Nokia said on Monday it will offer $8.1 billion for U.S. based digital map supplier Navteq in one of its largest takeovers ever, but its shares fell as analysts dubbed the deal expensive.

The acquisition would give the world's top cellphone maker -- which is looking for new revenue sources as the cellphone industry matures -- a stronghold in the navigation business, one of the fastest growing segments in the technology industry.

Nokia shares fell 4.2 percent to 25.55 euros by 8:48 a.m. EDT, to be the biggest European blue-chip loser.

It looks expensive, said OKO Bank analyst Hannu Rauhala.

Nokia said it would finance the deal with cash and debt. It had in cash and other liquid assets 8.3 billion euros at end-June.

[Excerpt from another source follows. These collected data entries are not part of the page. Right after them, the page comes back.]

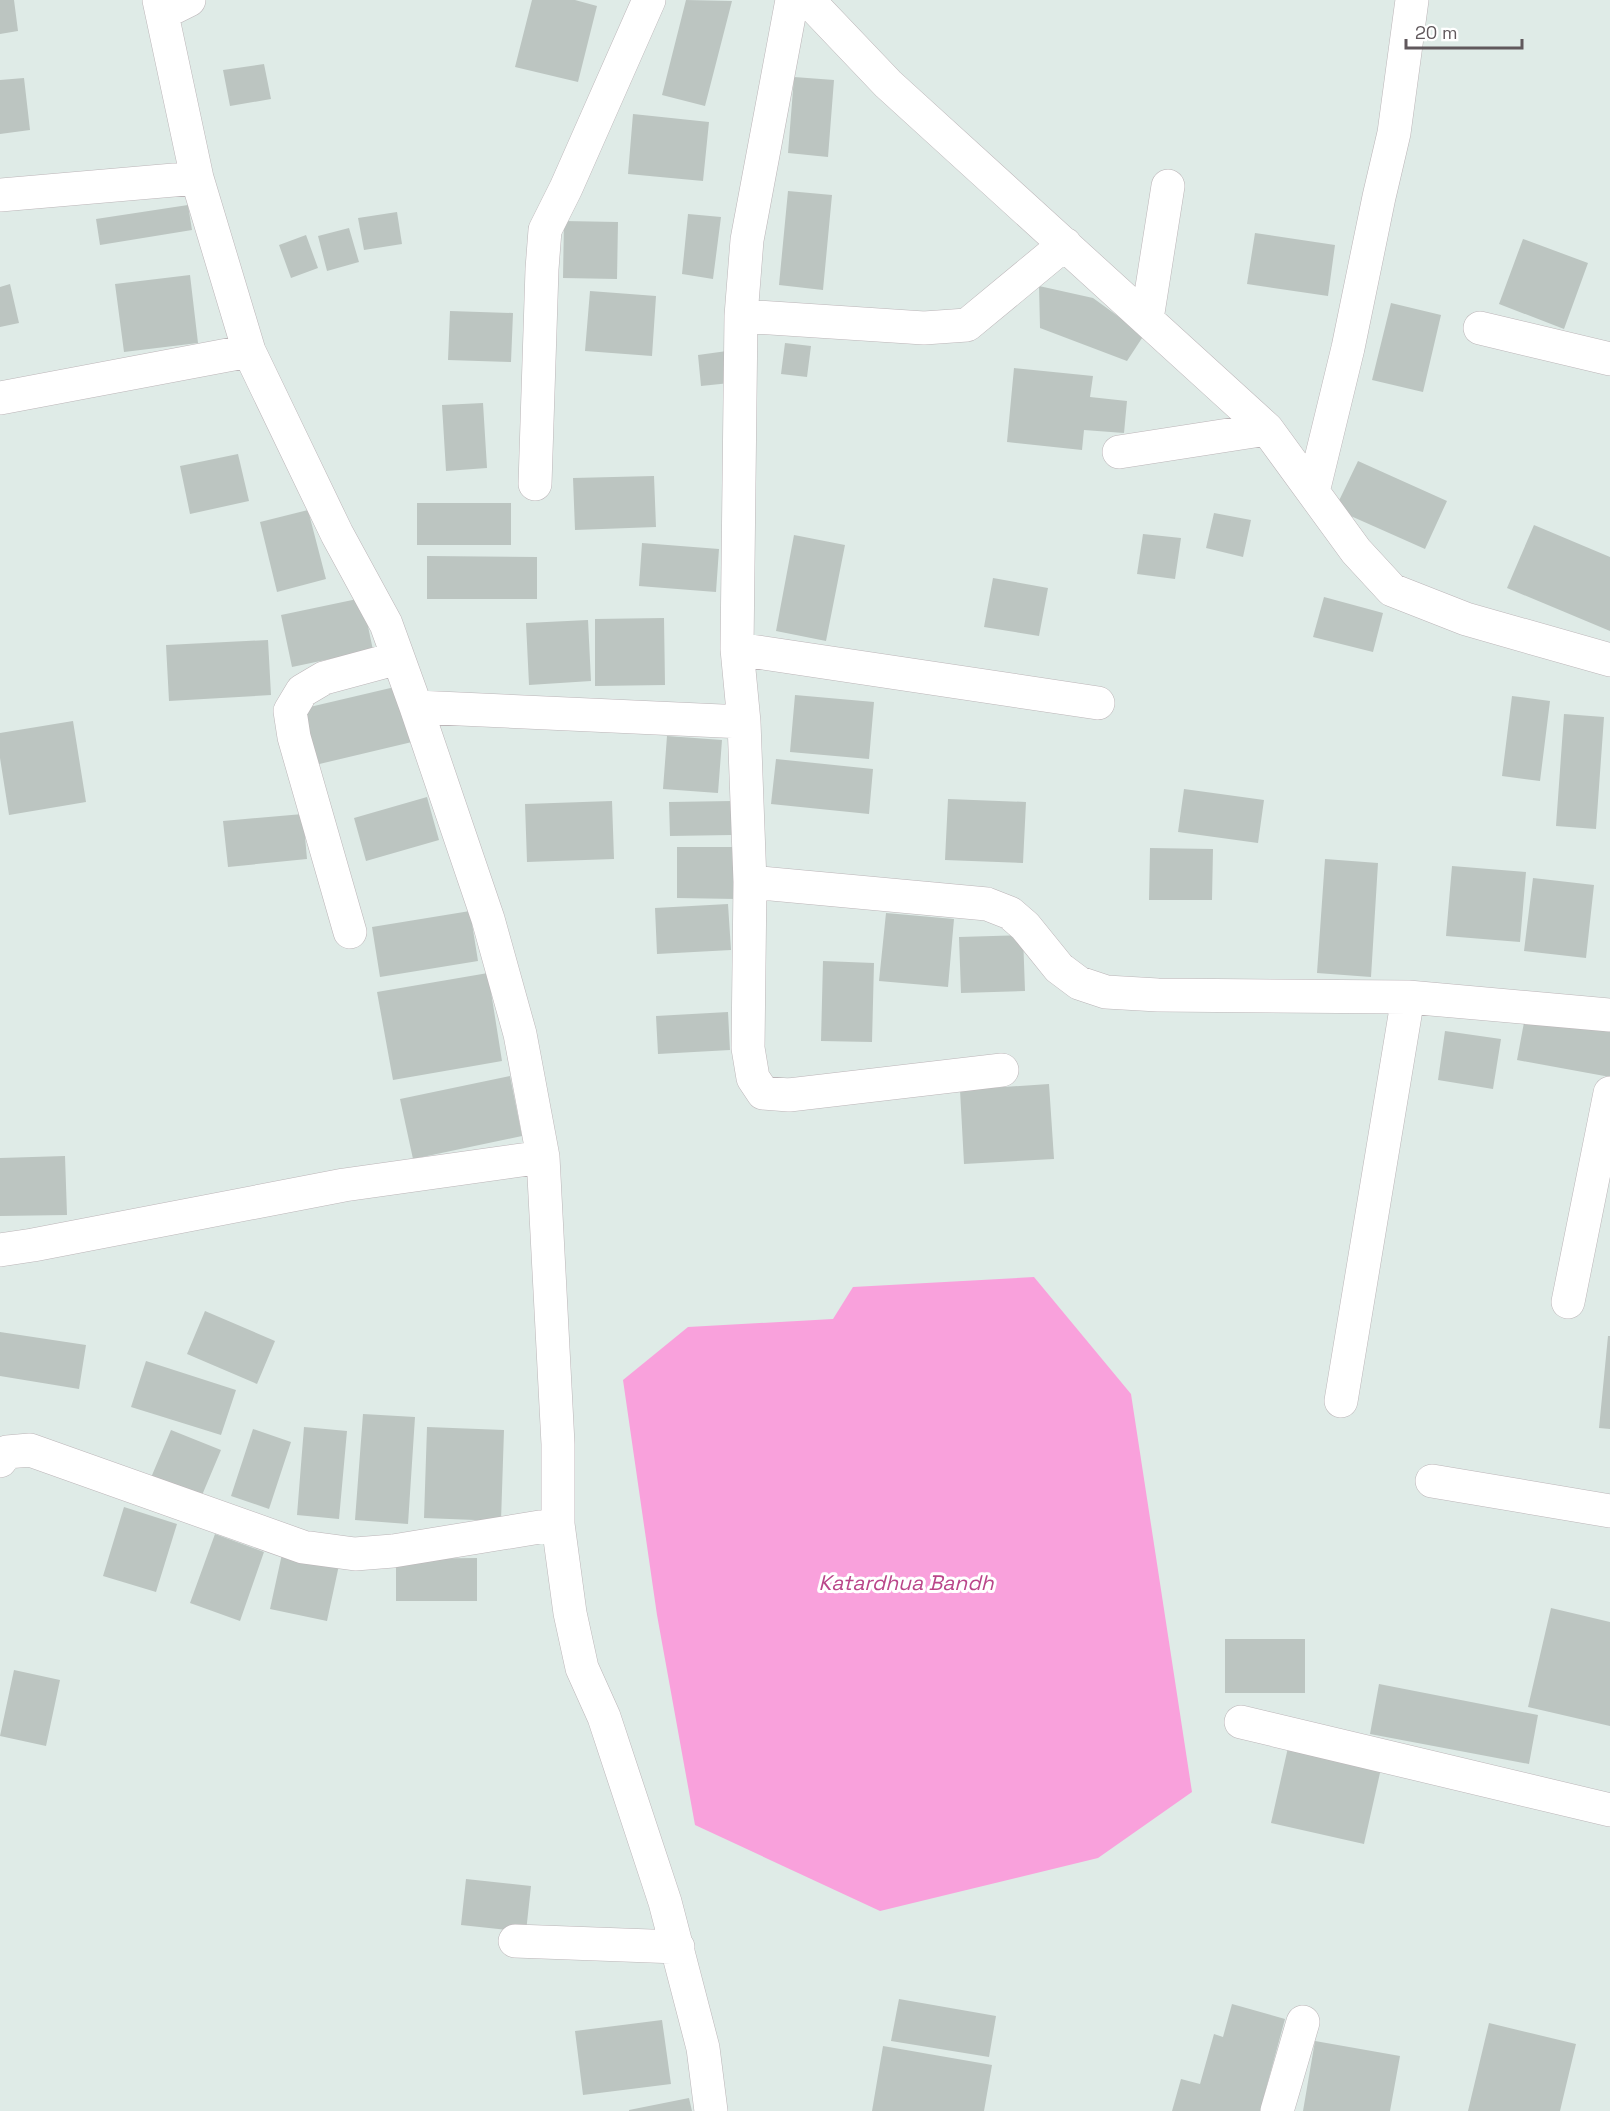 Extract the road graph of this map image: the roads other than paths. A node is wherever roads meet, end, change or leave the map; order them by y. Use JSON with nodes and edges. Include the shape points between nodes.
{"nodes":[{"id":1,"x":649,"y":0,"type":"edge"},
{"id":2,"x":792,"y":0,"type":"edge"},
{"id":3,"x":808,"y":0,"type":"edge"},
{"id":4,"x":1412,"y":0,"type":"edge"},
{"id":5,"x":170,"y":4,"type":"edge"},
{"id":6,"x":197,"y":178,"type":"junction"},
{"id":7,"x":1168,"y":186,"type":"dead end"},
{"id":8,"x":0,"y":195,"type":"edge"},
{"id":9,"x":1065,"y":244,"type":"junction"},
{"id":10,"x":741,"y":316,"type":"junction"},
{"id":11,"x":1147,"y":319,"type":"junction"},
{"id":12,"x":1480,"y":328,"type":"dead end"},
{"id":13,"x":249,"y":351,"type":"junction"},
{"id":14,"x":1610,"y":359,"type":"edge"},
{"id":15,"x":0,"y":398,"type":"edge"},
{"id":16,"x":1267,"y":429,"type":"junction"},
{"id":17,"x":1119,"y":452,"type":"dead end"},
{"id":18,"x":535,"y":483,"type":"dead end"},
{"id":19,"x":1313,"y":492,"type":"junction"},
{"id":20,"x":737,"y":649,"type":"junction"},
{"id":21,"x":398,"y":658,"type":"junction"},
{"id":22,"x":1610,"y":660,"type":"edge"},
{"id":23,"x":1098,"y":703,"type":"dead end"},
{"id":24,"x":416,"y":707,"type":"junction"},
{"id":25,"x":744,"y":722,"type":"junction"},
{"id":26,"x":750,"y":882,"type":"junction"},
{"id":27,"x":350,"y":932,"type":"dead end"},
{"id":28,"x":1408,"y":997,"type":"junction"},
{"id":29,"x":1610,"y":1015,"type":"edge"},
{"id":30,"x":1002,"y":1070,"type":"dead end"},
{"id":31,"x":1610,"y":1093,"type":"edge"},
{"id":32,"x":543,"y":1157,"type":"junction"},
{"id":33,"x":0,"y":1250,"type":"edge"},
{"id":34,"x":1568,"y":1302,"type":"dead end"},
{"id":35,"x":1341,"y":1401,"type":"dead end"},
{"id":36,"x":0,"y":1461,"type":"edge"},
{"id":37,"x":1432,"y":1481,"type":"dead end"},
{"id":38,"x":1610,"y":1511,"type":"edge"},
{"id":39,"x":558,"y":1524,"type":"junction"},
{"id":40,"x":1241,"y":1722,"type":"dead end"},
{"id":41,"x":1610,"y":1810,"type":"edge"},
{"id":42,"x":515,"y":1941,"type":"dead end"},
{"id":43,"x":678,"y":1947,"type":"junction"},
{"id":44,"x":1303,"y":2022,"type":"dead end"},
{"id":45,"x":711,"y":2111,"type":"edge"},
{"id":46,"x":1277,"y":2111,"type":"edge"}],
"edges":[{"from":1,"to":18,"type":"street","via":[[545,230]]},
{"from":2,"to":10,"type":"street","via":[[747,240]]},
{"from":3,"to":9,"type":"street","via":[[888,84]]},
{"from":4,"to":19,"type":"street","via":[[1394,134]]},
{"from":5,"to":6,"type":"street"},
{"from":6,"to":8,"type":"street"},
{"from":6,"to":13,"type":"street"},
{"from":7,"to":11,"type":"street"},
{"from":9,"to":10,"type":"street","via":[[967,325],[924,328]]},
{"from":9,"to":11,"type":"street"},
{"from":10,"to":20,"type":"street"},
{"from":11,"to":16,"type":"street"},
{"from":12,"to":14,"type":"street"},
{"from":13,"to":15,"type":"street"},
{"from":13,"to":21,"type":"street","via":[[337,534],[386,624]]},
{"from":16,"to":17,"type":"street"},
{"from":16,"to":19,"type":"street"},
{"from":19,"to":22,"type":"street","via":[[1356,551],[1392,590],[1466,619]]},
{"from":20,"to":23,"type":"street"},
{"from":20,"to":25,"type":"street"},
{"from":21,"to":24,"type":"street"},
{"from":21,"to":27,"type":"street","via":[[324,678],[302,691],[290,711]]},
{"from":24,"to":25,"type":"street"},
{"from":24,"to":32,"type":"street","via":[[488,919],[520,1034]]},
{"from":25,"to":26,"type":"street"},
{"from":26,"to":28,"type":"street","via":[[987,904],[1025,926],[1059,968],[1079,983],[1106,992]]},
{"from":26,"to":30,"type":"street","via":[[748,1048],[753,1078],[763,1093],[789,1095]]},
{"from":28,"to":29,"type":"street"},
{"from":28,"to":35,"type":"street"},
{"from":31,"to":34,"type":"street"},
{"from":32,"to":33,"type":"street","via":[[344,1185]]},
{"from":32,"to":39,"type":"street","via":[[559,1473]]},
{"from":36,"to":39,"type":"street","via":[[7,1452],[30,1450],[303,1547],[355,1554]]},
{"from":37,"to":38,"type":"street"},
{"from":39,"to":43,"type":"street","via":[[582,1668],[604,1717]]},
{"from":40,"to":41,"type":"street"},
{"from":42,"to":43,"type":"street"},
{"from":43,"to":45,"type":"street","via":[[704,2049]]},
{"from":44,"to":46,"type":"street"}]} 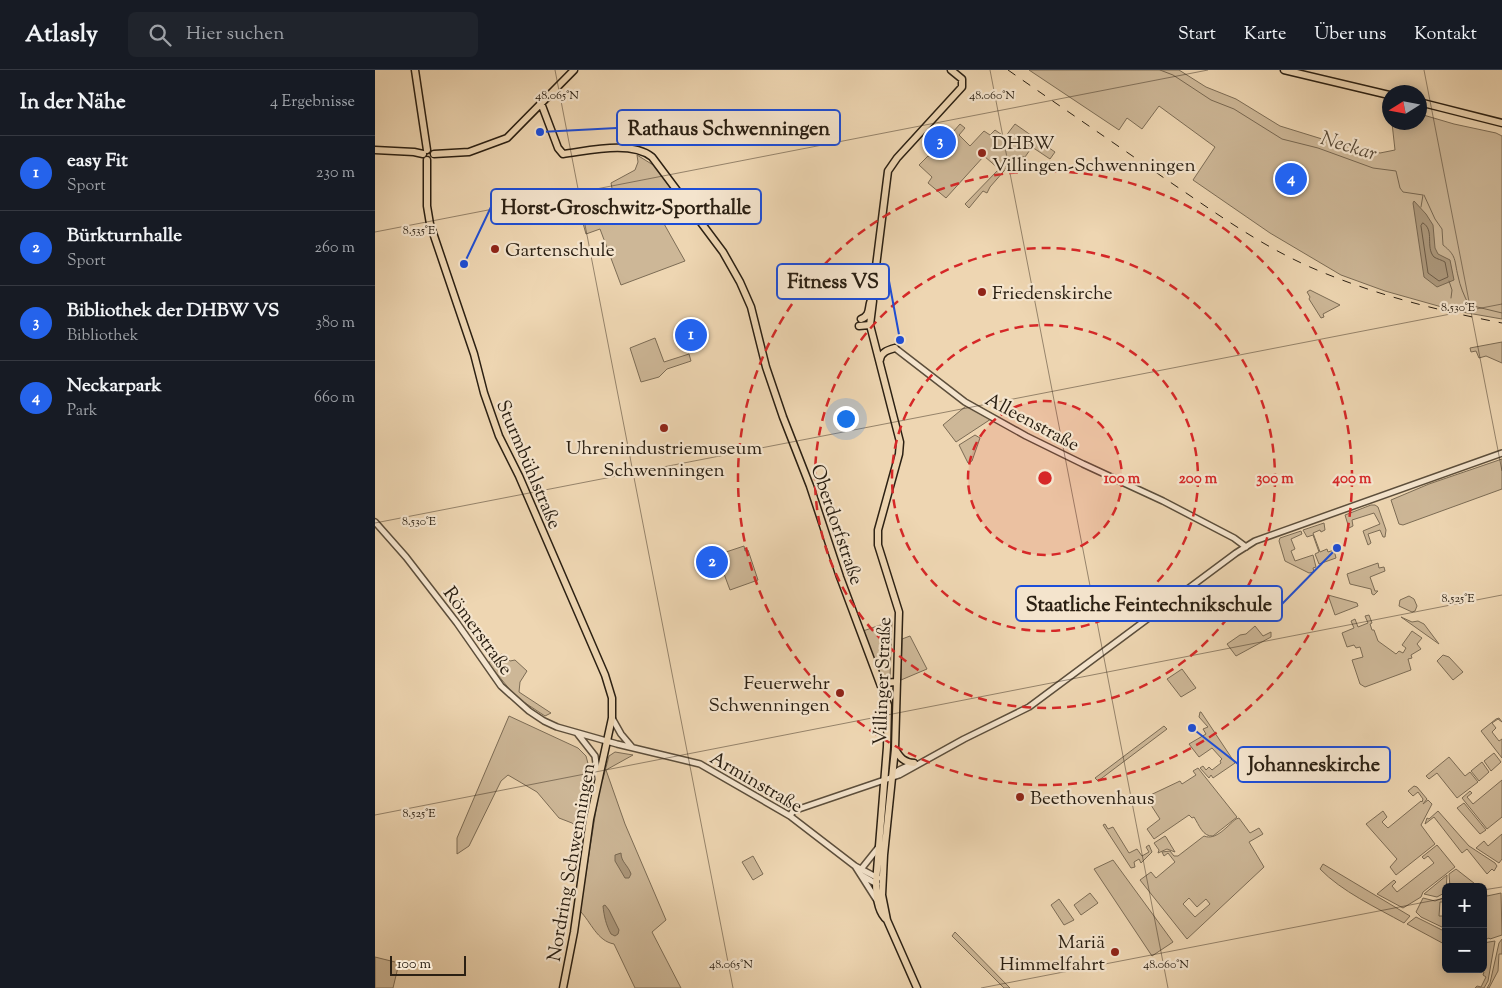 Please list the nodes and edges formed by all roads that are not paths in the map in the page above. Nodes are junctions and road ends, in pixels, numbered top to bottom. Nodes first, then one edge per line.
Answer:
1 (415, 70) edge
2 (573, 70) edge
3 (951, 70) edge
4 (1284, 70) edge
5 (1382, 93) edge
6 (541, 103) junction
7 (1427, 104) edge
8 (1502, 123) edge
9 (375, 150) edge
10 (425, 152) junction
11 (434, 154) junction
12 (427, 160) junction
13 (872, 298) junction
14 (870, 325) junction
15 (895, 348) joint
16 (880, 361) junction
17 (1502, 453) edge
18 (375, 522) edge
19 (1246, 547) junction
20 (897, 682) junction
21 (880, 683) junction
22 (612, 718) junction
23 (577, 732) junction
24 (607, 741) junction
25 (633, 747) junction
26 (895, 750) junction
27 (928, 758) junction
28 (914, 763) junction
29 (892, 777) junction
30 (598, 778) junction
31 (884, 779) junction
32 (790, 816) junction
33 (879, 848) junction
34 (861, 871) junction
35 (880, 882) junction
36 (877, 900) junction
37 (887, 920) junction
38 (563, 988) edge
39 (917, 988) edge

1 - 10 main road
2 - 6 main road
3 - 13 main road
4 - 5 main road
6 - 11 main road
6 - 21 main road, Oberdorfstraße
7 - 8 main road
9 - 10 main road
10 - 11 main road
10 - 12 main road
11 - 12 main road
12 - 22 main road, Sturmbühlstraße
13 - 14 main road
13 - 14 main road
14 - 16 main road, Villinger Straße
15 - 16 main road
15 - 19 street, Alleenstraße
16 - 20 main road, Villinger Straße
17 - 19 street
18 - 23 street, Römerstraße
19 - 27 street
20 - 21 main road
20 - 26 main road, Villinger Straße
21 - 31 main road, Oberdorfstraße
22 - 24 main road, Sturmbühlstraße
22 - 25 street
23 - 24 street, Römerstraße
23 - 30 street
24 - 25 street, Arminstraße
24 - 30 main road, Nordring Schwenningen
25 - 32 street, Arminstraße
26 - 28 main road
26 - 29 main road, Villinger Straße
27 - 28 street
27 - 29 street
28 - 29 street
29 - 31 street
29 - 35 main road, Villinger Straße
30 - 38 main road, Nordring Schwenningen
31 - 32 street
31 - 33 main road, Villinger Straße
32 - 34 street, Arminstraße
33 - 34 street
33 - 35 main road, Villinger Straße
34 - 35 street, Arminstraße
34 - 36 street, Arminstraße
35 - 36 main road, Villinger Straße
35 - 37 main road, Villinger Straße
36 - 37 main road, Villinger Straße
37 - 39 main road, Villinger Straße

Navteq has been seen as a takeover target since TomTom, the world's top maker of car navigation devices, offered 1.8 billion euros ($2.55 billion) in July for Navteq's only big rival, Tele Atlas.

Nokia bought into the navigation industry last year when it acquired German software firm Gate5, which uses map data from providers like Tele Atlas and Navteq

Nokia credit default swaps are 2 basis points wider at 22.5 basis points, according to Deutsche Bank prices, meaning it costs 22,500 euros a year to insure 10 million euros of Nokia debt against default.